Ecosystem and Tooling
Groth16
- Mature ecosystem (snarkjs, bellman, gnark)
- Well-understood security properties
- Widely deployed in production
PLONK
- Growing ecosystem (halo2, plonky2, Noir)
- Active development and optimization
- Increasingly adopted
When to Choose Each
Choose Groth16 when:
- Proof size is critical (blockchain, on-chain verification)
- Circuit is stable and won't change
- You can coordinate trusted setup
- Verification cost is paramount
Choose PLONK when:
- Circuit may evolve over time
- Universal setup is more practical
- You want custom gate flexibility
- Slightly larger proofs are acceptable
H33's Approach
We use Groth16 for our production ZK proofs because:
- Our identity verification circuit is stable
- Minimal proof size matters for blockchain attestation
- Fastest verification for real-time authentication
But the ZKP layer is only one component of the full pipeline. H33's production stack pairs BFV fully homomorphic encryption with a ZKP cache backed by an in-process DashMap (0.085 microsecond lookups) and Dilithium post-quantum attestation. The result: 2,172,518 authentications per second on a single Graviton4 instance—~42 microseconds per auth, end to end. The proving system contributes negligible latency compared to the FHE inner product, which is where the real computational work happens.
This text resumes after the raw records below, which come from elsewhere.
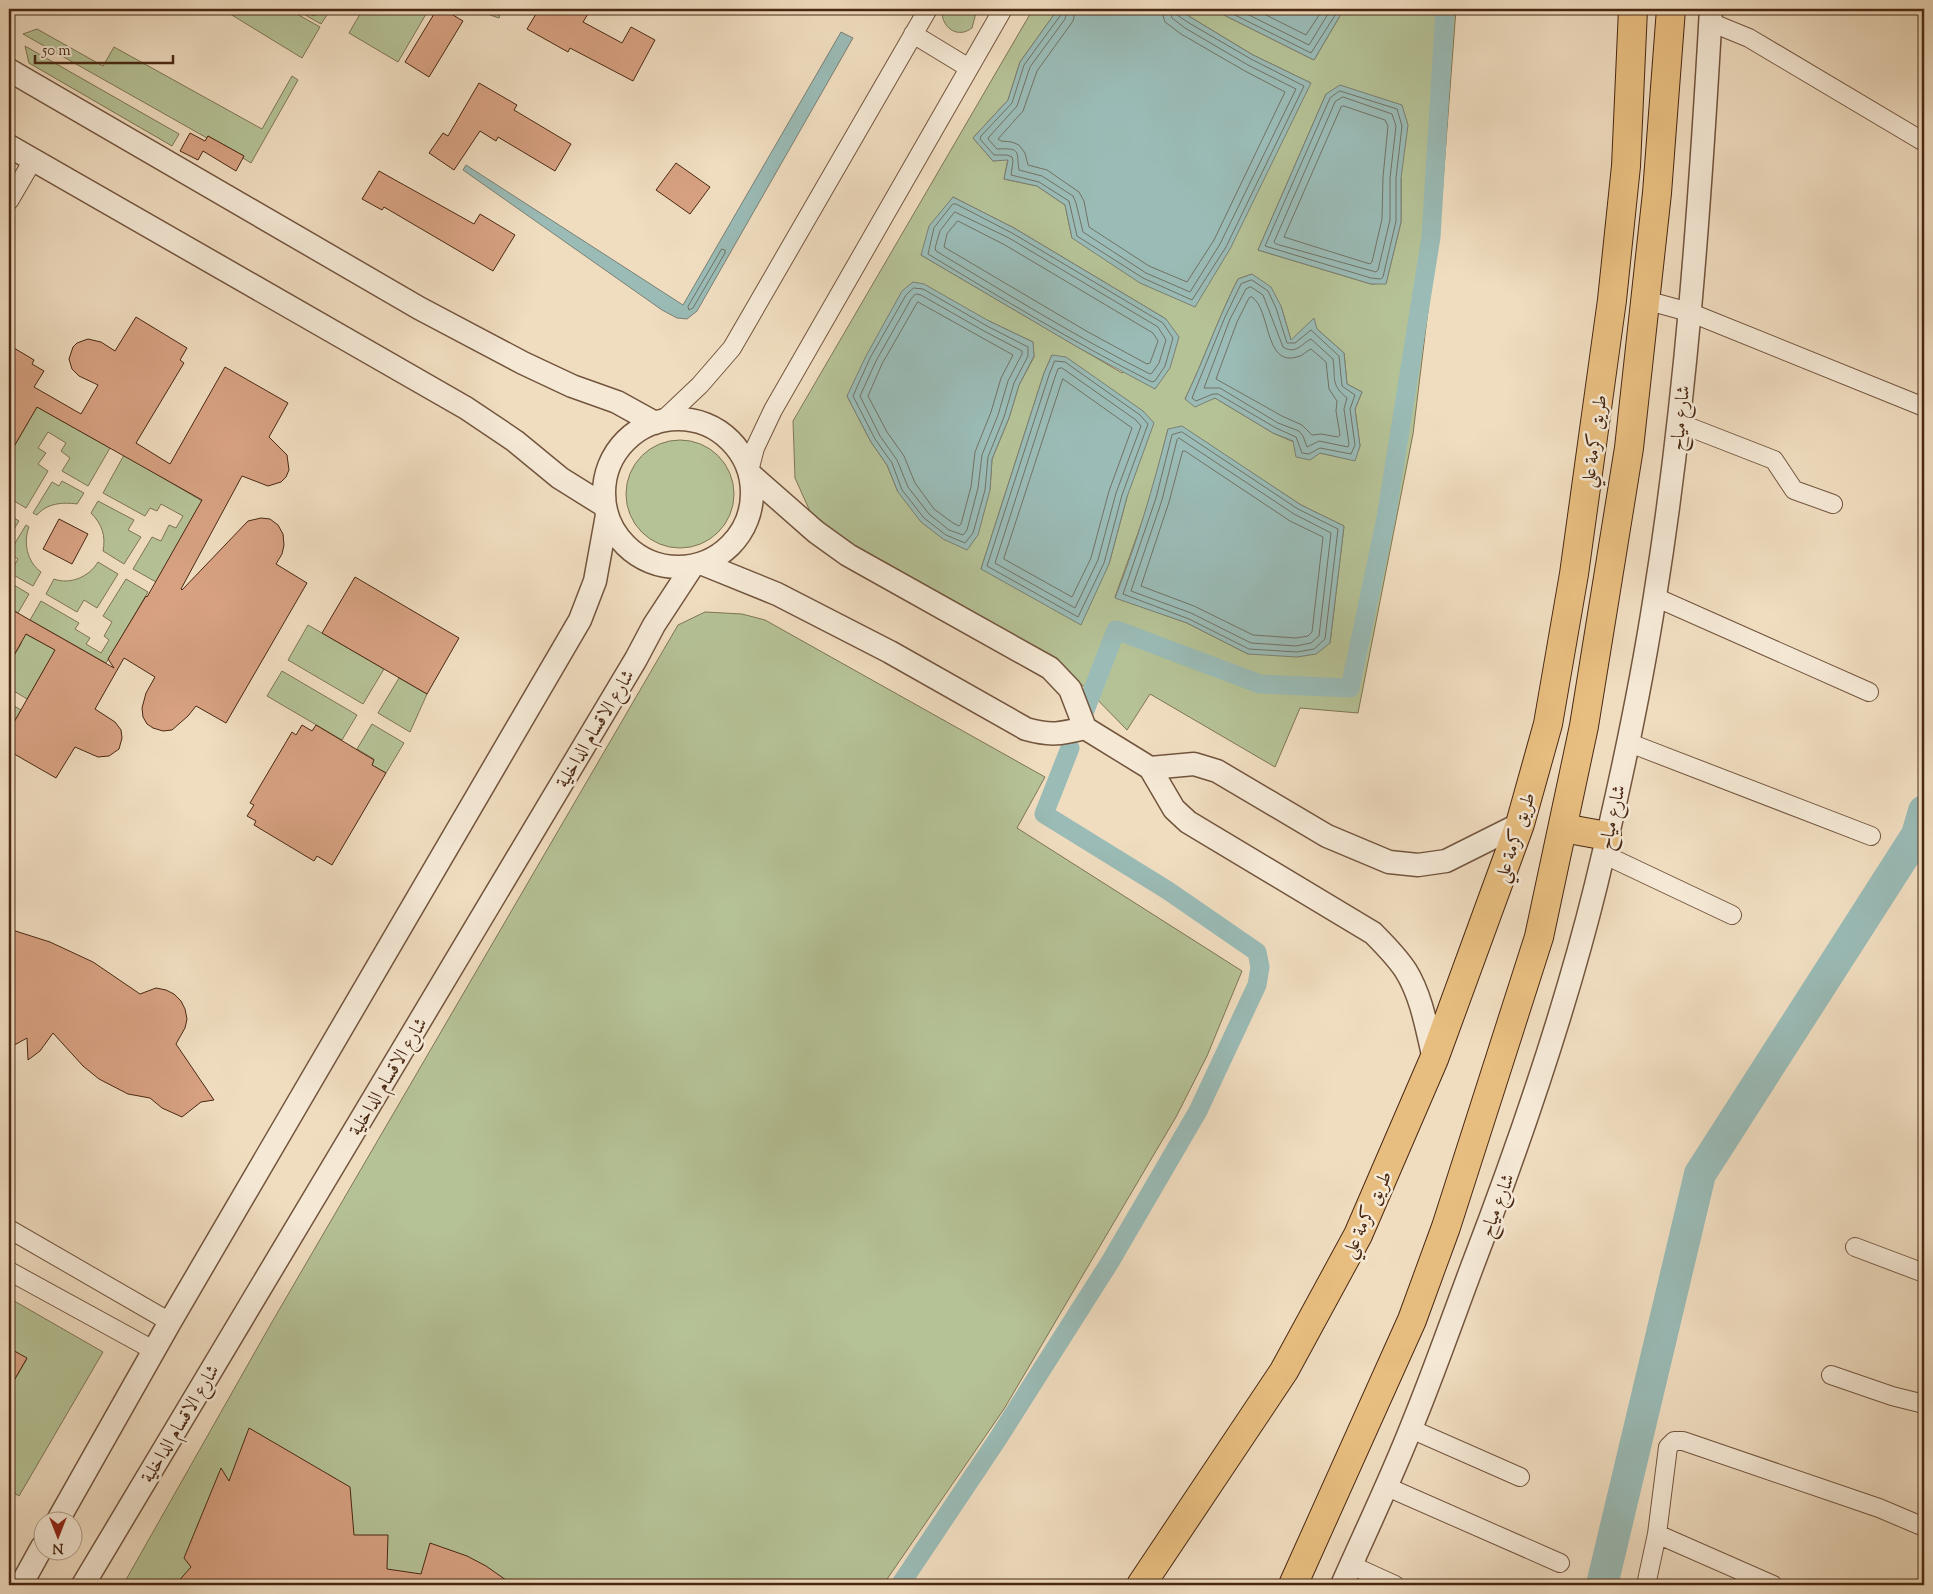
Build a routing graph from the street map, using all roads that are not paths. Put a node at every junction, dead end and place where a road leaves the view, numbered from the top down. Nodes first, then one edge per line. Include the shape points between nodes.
1 (928, 9) edge
2 (1003, 9) edge
3 (1633, 9) edge
4 (1671, 9) edge
5 (1710, 15) edge
6 (913, 34) junction
7 (969, 68) junction
8 (9, 70) edge
9 (1924, 142) edge
10 (9, 146) edge
11 (33, 160) junction
12 (9, 201) edge
13 (1646, 300) junction
14 (1688, 312) junction
15 (1924, 407) edge
16 (659, 422) junction
17 (1679, 423) junction
18 (750, 472) junction
19 (1834, 504) dead end
20 (606, 510) junction
21 (698, 565) junction
22 (1655, 597) junction
23 (1869, 692) dead end
24 (1085, 728) junction
25 (1627, 742) junction
26 (1150, 768) junction
27 (1520, 824) junction
28 (1563, 828) junction
29 (1871, 836) dead end
30 (1605, 845) junction
31 (1732, 915) dead end
32 (1434, 1059) junction
33 (9, 1229) edge
34 (1855, 1247) dead end
35 (9, 1271) edge
36 (1924, 1273) edge
37 (170, 1322) junction
38 (155, 1350) junction
39 (1831, 1375) dead end
40 (1924, 1404) edge
41 (1411, 1429) junction
42 (1520, 1476) dead end
43 (1385, 1486) junction
44 (63, 1512) edge
45 (1924, 1527) edge
46 (1657, 1534) junction
47 (34, 1562) edge
48 (1560, 1562) dead end
49 (1351, 1565) junction
50 (21, 1585) edge
51 (83, 1585) edge
52 (1141, 1585) edge
53 (1293, 1585) edge
54 (1342, 1585) edge
55 (1395, 1585) edge
56 (1646, 1585) edge
57 (1773, 1585) edge

1 - 6 street
2 - 7 street
3 - 27 highway, طريق كرمة علي via 1626,166 1607,339 1574,574 1548,724
4 - 13 highway, طريق كرمة علي
5 - 9 street
5 - 14 street, شارع مياح via 1704,134
6 - 7 street
6 - 16 street via 732,348 700,385
7 - 18 street via 773,410 755,448
8 - 16 street via 419,308 523,363
10 - 11 street
11 - 12 street
11 - 20 street via 466,408
13 - 14 street
13 - 28 highway, طريق كرمة علي via 1628,458 1584,726
14 - 15 street
14 - 17 street, شارع مياح
16 - 18 street via 682,419 702,423 721,432 736,446
16 - 20 street via 636,432 620,446 604,485
17 - 19 street via 1774,460 1794,490
17 - 22 street, شارع مياح
18 - 21 street via 753,496 749,518 739,537 723,553
18 - 24 street via 816,532 848,555 1050,668 1070,689
20 - 21 street via 616,534 630,550 649,562 670,567
20 - 37 street via 595,581 580,620
21 - 24 street via 777,594 890,652 1026,729 1062,734
21 - 51 street, شارع الاقسام الداخلية via 654,625
22 - 23 street
22 - 25 street, شارع مياح
24 - 26 street
25 - 29 street
25 - 30 street, شارع مياح
26 - 27 street via 1194,764 1217,770 1327,836 1389,862 1418,865 1446,860
26 - 32 street via 1174,809 1188,822 1352,919 1392,951 1418,995
27 - 32 highway, طريق كرمة علي
28 - 30 highway
28 - 53 highway, طريق كرمة علي via 1538,937 1446,1227 1412,1320
30 - 31 street
30 - 41 street, شارع مياح via 1578,954 1536,1092
32 - 52 highway, طريق كرمة علي via 1358,1235 1288,1362
33 - 37 street
34 - 36 street
35 - 38 street
37 - 38 street
38 - 44 street
39 - 40 street
41 - 42 street
41 - 43 street, شارع مياح
43 - 48 street
43 - 49 street, شارع مياح
45 - 46 street via 1879,1508 1683,1441 1674,1441 1668,1447
46 - 56 street
46 - 57 street
47 - 50 street
49 - 54 street, شارع مياح
49 - 55 street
// H33 production pipeline — single API call
let ct = bfv.batch_encrypt(&biometric, &pk); // FHE encrypt (32 users)
let score = bfv.inner_product_ntt(&ct, &enrolled); // ~1,109 µs
let zkp_ok = dashmap.get(&proof_key); // 0.085 µs (cached)
let attestation = dilithium.sign(&digest); // ~244 µs (batch of 32)
// Total: ~1,356 µs for 32 users → ~42 µs per auth
Both systems are excellent choices. Your decision should be driven by your specific requirements around flexibility, proof size, and operational constraints.